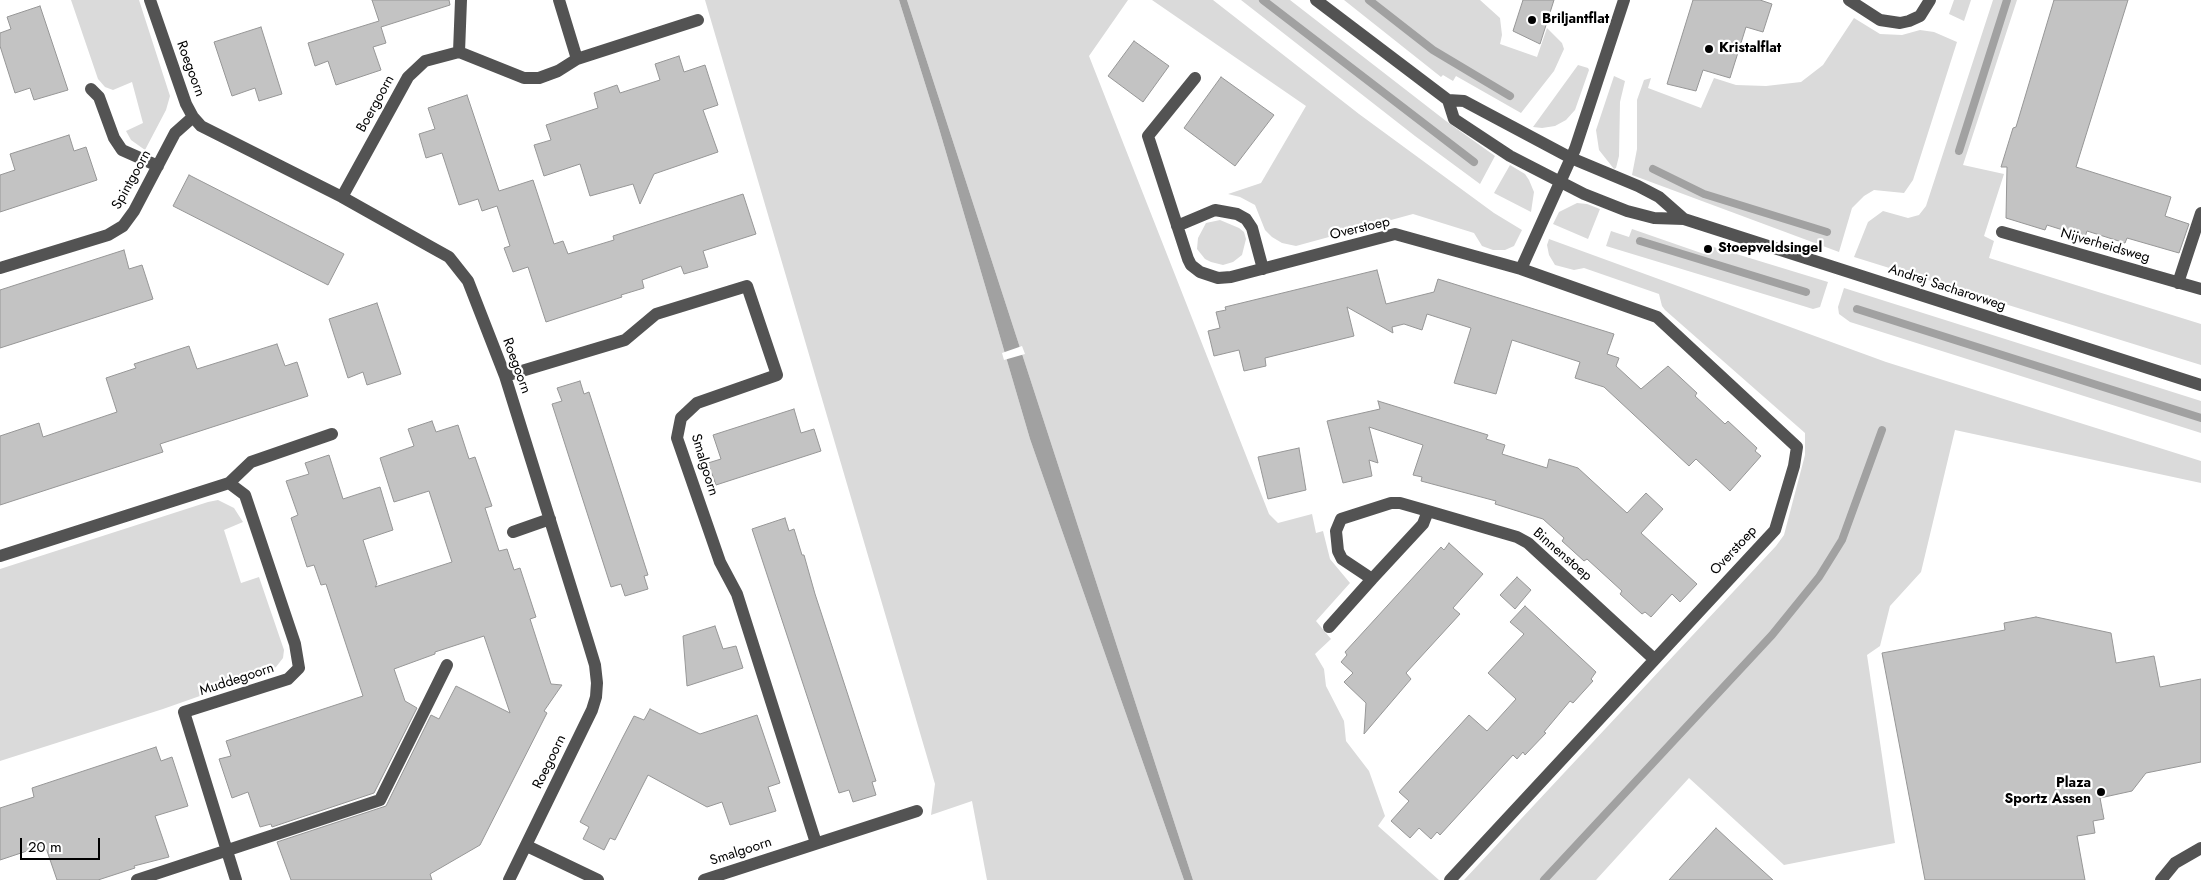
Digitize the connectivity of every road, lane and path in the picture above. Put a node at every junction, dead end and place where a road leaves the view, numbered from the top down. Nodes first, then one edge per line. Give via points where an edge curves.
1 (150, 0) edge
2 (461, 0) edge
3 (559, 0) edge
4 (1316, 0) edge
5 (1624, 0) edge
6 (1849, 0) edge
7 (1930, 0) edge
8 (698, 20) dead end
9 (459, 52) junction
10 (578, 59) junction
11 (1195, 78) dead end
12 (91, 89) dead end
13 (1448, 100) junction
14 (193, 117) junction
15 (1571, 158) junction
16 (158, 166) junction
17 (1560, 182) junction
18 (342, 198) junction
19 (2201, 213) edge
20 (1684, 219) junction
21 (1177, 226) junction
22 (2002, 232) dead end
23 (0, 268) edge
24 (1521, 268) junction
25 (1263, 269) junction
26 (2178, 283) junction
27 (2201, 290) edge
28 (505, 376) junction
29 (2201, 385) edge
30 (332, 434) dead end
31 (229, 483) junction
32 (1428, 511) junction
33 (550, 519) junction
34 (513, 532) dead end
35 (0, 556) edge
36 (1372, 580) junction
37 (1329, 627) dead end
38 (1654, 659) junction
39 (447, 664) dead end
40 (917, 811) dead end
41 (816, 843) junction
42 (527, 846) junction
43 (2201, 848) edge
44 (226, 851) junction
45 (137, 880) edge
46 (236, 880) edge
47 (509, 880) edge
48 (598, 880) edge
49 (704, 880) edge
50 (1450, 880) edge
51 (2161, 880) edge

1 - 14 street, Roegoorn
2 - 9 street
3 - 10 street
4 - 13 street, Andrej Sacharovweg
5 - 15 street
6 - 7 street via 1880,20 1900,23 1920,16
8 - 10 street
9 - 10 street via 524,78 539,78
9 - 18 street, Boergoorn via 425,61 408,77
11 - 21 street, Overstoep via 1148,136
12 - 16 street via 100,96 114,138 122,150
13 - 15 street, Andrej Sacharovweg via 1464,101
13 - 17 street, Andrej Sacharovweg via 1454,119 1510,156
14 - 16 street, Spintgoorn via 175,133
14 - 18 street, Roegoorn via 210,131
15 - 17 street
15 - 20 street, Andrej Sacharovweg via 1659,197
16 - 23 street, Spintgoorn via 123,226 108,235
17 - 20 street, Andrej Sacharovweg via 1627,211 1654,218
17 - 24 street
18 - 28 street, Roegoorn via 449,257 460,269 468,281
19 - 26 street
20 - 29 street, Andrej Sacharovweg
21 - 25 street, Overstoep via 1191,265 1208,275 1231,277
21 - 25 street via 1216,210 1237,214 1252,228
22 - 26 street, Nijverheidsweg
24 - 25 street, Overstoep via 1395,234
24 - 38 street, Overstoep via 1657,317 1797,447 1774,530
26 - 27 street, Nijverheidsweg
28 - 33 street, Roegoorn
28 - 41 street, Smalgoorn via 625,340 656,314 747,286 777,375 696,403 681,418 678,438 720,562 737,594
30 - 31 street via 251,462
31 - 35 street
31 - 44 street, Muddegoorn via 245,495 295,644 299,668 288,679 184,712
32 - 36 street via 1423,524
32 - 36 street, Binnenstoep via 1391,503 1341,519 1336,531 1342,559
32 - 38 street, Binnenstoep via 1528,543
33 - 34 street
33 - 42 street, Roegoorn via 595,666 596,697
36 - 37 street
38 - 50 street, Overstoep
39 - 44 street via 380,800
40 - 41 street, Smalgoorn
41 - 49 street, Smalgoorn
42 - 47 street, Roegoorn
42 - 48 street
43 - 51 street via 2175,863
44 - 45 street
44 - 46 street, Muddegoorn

--

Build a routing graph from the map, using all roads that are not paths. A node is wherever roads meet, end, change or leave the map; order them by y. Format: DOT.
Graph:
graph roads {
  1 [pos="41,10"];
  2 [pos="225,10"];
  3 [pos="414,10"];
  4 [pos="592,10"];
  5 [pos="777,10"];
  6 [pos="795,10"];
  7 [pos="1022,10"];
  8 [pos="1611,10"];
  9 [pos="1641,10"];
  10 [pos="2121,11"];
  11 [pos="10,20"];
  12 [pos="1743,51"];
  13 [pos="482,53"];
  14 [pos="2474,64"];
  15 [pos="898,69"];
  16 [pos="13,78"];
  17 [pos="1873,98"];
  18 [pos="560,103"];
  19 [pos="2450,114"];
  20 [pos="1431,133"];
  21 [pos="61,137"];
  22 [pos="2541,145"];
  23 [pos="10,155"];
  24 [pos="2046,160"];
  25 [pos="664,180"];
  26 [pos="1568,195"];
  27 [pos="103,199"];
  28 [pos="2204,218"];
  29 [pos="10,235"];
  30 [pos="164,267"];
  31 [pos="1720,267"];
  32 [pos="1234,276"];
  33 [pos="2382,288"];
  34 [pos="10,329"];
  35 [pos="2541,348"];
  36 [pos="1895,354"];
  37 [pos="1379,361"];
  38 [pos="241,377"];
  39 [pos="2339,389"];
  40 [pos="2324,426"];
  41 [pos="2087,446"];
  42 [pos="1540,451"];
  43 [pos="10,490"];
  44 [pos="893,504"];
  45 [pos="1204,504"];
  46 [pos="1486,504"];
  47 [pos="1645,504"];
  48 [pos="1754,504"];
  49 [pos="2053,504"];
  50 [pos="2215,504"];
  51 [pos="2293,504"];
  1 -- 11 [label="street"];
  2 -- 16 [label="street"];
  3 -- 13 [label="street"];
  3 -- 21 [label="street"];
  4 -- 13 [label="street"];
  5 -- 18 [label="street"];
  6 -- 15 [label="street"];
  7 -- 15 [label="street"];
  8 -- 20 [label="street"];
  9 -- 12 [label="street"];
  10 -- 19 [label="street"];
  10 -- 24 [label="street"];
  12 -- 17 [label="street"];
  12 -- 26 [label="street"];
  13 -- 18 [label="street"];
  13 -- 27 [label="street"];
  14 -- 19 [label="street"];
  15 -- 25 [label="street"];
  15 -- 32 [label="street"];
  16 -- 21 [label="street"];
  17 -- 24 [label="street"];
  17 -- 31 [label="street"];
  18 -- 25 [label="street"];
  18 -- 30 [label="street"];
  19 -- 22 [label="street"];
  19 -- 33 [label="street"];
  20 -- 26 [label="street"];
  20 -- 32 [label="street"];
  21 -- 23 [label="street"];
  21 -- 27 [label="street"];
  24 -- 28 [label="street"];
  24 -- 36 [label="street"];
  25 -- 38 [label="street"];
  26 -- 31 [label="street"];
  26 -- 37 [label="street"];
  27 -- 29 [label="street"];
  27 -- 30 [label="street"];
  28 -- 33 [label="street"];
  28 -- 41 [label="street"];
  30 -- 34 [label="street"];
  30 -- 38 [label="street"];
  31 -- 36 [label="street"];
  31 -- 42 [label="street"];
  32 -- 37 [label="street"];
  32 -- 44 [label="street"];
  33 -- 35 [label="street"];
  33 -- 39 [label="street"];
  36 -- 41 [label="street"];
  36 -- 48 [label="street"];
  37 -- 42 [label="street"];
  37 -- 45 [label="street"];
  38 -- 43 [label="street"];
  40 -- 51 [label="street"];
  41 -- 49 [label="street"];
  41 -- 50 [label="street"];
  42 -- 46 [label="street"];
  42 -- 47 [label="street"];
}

> **Exercise instructions**
Would you give the number of lines above that hold "Sacharovweg"? Only the number is needed.

> **Task solution**
6